When you know that the goal of a piece of code is to ultimately result in monetary gain for the author, analysis becomes a lot easier; it is a matter of just putting the pieces together until you can figure out how the payload is translated into tangible value. But take away the monetary gain element and, even if you are able to find out what makes something tick in minute detail, you are never quite sure what the final intent of the author was.
However, in the case of Android.Moghava, while there appears to be no monetary gain involved, I would describe it as a juvenile stunt with slight overtones of political satire.
From our analysis of an Iranian recipe app infected with this threat (distributed from a third party and not the Android market), the malware is embedded as an additional package called Moghava. Moghava in Farsi translates as “cardboard”.
The code is executed when the device is turned on and runs in the background in regular intervals as a service called stamper. When the service runs, it searches for images with a .jpg extension in the path /sdcard/DCIM/Camera/ and overlays each image that it finds with another image. The threat continues to do this, which leads to the images increasing in size to the point where the memory card becomes full.

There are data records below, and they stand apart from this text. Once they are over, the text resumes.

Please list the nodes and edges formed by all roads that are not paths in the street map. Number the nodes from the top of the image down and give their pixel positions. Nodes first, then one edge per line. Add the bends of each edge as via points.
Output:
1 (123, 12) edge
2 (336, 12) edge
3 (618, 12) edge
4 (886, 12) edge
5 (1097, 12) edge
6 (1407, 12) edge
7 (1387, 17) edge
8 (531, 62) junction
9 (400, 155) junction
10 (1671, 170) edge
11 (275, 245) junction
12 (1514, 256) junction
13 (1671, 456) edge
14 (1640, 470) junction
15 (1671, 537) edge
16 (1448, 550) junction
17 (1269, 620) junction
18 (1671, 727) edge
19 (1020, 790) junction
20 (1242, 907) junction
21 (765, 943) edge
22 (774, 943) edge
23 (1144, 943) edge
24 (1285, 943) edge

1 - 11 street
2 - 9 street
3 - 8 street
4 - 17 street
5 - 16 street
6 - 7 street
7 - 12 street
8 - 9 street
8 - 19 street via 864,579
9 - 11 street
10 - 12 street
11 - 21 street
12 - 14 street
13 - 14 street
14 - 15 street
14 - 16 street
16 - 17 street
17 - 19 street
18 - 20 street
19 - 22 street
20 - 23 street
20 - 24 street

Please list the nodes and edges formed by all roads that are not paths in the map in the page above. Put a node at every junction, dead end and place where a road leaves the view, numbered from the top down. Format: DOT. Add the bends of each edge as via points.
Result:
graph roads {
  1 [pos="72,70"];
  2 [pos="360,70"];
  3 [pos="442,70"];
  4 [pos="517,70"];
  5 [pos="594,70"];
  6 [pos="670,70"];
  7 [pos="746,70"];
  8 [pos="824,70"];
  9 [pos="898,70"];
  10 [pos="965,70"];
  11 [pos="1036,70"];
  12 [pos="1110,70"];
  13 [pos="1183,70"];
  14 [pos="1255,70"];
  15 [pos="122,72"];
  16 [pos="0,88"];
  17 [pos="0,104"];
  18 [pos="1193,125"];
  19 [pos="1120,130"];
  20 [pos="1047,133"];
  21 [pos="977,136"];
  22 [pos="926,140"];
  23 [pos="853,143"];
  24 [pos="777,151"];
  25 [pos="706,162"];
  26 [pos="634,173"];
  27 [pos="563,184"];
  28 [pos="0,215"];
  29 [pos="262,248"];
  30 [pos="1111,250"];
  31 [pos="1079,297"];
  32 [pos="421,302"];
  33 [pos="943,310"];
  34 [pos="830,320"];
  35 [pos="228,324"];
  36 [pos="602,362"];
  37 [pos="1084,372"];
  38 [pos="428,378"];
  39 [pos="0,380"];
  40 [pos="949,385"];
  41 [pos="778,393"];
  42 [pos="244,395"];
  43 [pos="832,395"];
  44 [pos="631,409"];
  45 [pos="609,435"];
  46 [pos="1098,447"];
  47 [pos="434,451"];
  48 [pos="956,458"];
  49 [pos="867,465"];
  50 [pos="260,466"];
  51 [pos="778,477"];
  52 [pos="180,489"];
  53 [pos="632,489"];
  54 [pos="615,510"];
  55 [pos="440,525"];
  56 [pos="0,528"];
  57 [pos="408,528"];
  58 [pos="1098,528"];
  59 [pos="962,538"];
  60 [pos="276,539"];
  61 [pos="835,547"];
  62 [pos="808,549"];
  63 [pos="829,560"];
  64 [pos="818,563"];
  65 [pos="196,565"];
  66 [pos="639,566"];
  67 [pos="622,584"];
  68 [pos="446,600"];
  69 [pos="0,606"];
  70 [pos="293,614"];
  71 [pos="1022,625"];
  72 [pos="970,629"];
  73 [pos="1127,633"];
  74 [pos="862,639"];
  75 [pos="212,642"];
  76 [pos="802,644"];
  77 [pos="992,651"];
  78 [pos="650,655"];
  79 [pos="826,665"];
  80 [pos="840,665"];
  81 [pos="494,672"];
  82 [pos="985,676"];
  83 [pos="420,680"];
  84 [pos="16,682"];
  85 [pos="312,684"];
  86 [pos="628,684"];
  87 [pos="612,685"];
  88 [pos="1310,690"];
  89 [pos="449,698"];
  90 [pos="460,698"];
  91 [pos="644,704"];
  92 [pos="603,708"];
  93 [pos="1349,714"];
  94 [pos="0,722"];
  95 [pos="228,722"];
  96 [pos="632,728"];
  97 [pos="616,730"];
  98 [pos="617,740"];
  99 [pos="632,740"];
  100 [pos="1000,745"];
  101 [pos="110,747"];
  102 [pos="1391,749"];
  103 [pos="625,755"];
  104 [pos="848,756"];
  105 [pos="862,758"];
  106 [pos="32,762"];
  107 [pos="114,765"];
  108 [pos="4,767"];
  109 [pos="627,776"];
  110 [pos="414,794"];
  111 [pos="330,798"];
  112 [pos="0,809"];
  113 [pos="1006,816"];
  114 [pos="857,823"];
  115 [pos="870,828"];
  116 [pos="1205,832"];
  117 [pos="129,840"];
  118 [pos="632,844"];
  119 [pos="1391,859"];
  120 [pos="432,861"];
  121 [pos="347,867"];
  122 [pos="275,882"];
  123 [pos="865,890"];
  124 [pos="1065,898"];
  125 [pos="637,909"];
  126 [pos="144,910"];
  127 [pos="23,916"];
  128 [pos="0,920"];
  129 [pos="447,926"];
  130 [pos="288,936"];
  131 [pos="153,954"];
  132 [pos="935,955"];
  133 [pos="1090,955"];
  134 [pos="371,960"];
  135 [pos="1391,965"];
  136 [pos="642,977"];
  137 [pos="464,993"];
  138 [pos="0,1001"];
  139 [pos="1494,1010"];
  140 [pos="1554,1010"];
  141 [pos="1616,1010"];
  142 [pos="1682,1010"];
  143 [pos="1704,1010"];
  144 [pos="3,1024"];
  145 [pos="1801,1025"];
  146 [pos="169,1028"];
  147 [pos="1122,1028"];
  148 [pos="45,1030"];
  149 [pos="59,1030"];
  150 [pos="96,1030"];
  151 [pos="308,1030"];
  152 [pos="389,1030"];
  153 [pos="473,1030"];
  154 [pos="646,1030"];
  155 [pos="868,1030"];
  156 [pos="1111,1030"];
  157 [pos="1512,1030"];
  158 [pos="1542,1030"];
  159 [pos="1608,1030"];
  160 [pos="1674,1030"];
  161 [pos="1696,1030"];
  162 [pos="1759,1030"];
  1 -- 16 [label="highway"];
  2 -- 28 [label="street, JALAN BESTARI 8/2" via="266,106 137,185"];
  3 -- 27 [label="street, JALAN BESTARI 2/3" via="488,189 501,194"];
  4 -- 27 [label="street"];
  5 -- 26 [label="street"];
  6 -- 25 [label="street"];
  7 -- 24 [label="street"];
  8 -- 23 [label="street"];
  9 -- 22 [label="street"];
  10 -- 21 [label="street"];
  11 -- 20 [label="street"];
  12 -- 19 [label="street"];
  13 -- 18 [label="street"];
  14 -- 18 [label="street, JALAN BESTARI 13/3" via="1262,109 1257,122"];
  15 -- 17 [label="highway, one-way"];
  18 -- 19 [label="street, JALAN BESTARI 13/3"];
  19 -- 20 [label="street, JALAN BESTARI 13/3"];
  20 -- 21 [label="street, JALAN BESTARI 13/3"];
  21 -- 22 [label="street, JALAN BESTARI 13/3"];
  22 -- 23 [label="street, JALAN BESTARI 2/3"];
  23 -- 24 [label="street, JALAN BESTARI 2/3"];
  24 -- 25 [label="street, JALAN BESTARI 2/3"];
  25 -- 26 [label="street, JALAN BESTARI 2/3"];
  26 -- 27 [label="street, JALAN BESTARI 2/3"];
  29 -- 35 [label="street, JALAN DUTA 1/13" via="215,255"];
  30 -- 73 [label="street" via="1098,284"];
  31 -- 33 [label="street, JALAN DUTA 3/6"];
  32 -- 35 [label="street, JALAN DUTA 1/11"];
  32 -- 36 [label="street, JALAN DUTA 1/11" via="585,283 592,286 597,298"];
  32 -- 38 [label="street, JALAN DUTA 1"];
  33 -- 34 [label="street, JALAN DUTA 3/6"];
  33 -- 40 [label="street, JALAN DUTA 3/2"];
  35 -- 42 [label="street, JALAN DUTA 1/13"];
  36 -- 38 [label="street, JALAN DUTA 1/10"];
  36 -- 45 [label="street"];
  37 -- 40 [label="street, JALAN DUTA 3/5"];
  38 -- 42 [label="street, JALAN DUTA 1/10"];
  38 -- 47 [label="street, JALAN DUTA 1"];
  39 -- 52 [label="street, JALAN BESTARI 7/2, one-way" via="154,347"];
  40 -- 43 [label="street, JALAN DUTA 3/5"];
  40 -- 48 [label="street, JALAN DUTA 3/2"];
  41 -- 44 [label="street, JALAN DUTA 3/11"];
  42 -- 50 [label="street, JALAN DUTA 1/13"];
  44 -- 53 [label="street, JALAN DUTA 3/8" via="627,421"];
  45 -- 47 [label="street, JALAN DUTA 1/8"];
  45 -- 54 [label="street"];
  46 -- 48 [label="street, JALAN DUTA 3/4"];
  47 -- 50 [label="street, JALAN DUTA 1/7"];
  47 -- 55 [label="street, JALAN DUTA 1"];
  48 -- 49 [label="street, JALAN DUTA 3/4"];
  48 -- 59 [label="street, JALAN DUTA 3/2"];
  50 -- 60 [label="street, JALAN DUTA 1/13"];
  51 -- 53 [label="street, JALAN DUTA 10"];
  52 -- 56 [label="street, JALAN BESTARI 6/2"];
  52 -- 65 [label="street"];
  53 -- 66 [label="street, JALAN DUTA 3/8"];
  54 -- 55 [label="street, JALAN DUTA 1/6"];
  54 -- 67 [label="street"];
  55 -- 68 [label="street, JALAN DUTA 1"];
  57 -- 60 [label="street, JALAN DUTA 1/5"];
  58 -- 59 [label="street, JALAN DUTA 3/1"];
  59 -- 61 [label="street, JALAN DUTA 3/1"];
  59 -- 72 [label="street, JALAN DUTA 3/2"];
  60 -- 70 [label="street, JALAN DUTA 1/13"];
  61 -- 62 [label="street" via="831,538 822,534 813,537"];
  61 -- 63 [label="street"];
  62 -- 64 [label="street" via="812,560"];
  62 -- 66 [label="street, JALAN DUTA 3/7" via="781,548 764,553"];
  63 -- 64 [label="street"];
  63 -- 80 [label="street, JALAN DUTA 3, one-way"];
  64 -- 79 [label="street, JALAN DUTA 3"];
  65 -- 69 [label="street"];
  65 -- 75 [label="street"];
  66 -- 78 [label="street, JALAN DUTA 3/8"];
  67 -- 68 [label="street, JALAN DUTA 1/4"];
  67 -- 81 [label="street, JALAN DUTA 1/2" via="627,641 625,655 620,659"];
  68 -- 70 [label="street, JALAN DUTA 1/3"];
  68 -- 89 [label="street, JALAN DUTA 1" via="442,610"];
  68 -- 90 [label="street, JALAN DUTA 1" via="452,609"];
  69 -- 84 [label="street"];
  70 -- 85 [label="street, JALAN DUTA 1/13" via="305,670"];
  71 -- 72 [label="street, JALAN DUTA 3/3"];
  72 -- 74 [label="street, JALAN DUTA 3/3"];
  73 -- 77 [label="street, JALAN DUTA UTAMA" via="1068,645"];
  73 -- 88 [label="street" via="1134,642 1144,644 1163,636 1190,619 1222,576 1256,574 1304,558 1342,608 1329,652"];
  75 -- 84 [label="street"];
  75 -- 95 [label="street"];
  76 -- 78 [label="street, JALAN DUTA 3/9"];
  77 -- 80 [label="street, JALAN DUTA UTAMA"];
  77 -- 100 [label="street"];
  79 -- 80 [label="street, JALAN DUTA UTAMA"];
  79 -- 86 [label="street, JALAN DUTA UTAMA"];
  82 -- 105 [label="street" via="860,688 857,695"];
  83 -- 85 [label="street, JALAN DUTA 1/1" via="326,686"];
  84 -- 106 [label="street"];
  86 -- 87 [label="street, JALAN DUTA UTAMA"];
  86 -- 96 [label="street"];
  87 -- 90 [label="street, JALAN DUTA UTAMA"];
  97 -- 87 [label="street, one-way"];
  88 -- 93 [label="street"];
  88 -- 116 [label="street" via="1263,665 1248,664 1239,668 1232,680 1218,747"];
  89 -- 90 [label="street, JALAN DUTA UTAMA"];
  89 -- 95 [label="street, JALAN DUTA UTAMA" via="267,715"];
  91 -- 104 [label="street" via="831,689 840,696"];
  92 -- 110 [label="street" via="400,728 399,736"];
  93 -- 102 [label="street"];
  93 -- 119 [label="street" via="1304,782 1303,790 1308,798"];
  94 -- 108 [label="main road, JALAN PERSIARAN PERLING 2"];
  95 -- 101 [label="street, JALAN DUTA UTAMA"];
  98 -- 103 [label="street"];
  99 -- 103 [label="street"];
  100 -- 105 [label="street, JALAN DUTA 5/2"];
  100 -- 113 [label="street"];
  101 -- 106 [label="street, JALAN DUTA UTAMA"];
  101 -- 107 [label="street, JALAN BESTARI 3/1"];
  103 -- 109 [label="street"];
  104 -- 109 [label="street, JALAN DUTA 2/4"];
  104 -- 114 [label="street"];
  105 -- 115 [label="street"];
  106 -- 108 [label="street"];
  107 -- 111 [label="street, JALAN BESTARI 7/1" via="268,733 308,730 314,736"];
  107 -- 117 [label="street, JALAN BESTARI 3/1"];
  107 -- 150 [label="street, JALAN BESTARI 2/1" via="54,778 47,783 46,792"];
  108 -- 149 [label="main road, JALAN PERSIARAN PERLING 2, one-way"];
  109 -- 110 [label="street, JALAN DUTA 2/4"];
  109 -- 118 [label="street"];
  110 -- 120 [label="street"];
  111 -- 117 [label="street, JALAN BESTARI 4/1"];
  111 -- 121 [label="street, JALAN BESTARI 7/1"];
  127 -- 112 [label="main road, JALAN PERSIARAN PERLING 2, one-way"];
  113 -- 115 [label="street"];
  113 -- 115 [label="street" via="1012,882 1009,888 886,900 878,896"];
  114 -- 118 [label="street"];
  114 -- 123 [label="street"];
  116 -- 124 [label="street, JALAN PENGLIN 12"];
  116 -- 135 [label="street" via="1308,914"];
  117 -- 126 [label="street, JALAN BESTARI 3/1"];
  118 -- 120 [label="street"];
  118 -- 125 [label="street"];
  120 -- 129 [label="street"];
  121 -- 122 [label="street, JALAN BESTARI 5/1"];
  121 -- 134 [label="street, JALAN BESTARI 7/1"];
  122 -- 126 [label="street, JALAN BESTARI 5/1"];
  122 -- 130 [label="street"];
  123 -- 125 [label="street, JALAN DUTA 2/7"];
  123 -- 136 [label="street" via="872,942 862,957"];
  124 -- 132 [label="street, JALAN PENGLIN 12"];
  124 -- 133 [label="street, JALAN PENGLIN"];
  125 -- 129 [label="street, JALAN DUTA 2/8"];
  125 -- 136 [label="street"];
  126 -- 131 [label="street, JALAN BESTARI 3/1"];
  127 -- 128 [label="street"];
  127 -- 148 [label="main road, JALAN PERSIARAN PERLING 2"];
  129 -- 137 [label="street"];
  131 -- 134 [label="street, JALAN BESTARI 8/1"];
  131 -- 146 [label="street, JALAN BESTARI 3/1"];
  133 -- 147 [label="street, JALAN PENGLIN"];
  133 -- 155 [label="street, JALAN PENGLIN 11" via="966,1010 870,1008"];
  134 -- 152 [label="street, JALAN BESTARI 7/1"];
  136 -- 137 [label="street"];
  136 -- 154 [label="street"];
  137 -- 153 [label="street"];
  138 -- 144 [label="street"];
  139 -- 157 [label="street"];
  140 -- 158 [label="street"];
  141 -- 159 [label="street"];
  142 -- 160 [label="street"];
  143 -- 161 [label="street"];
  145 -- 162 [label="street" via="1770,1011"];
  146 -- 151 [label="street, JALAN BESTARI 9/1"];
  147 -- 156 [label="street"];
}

The image used by the threat appears to be related to the 33rd anniversary of the return of the Ayatollah Khomeini from exile. This is the first threat discovered so far for the Android platform that actually targets content recorded on a device with the intention of damaging the data.
Even though disinfection of the device is just a matter of uninstalling the app, the damage done to images may be beyond repair. We are still attempting to gauge the exact impact of this threat, as well as identify additional apps that contain this Trojan.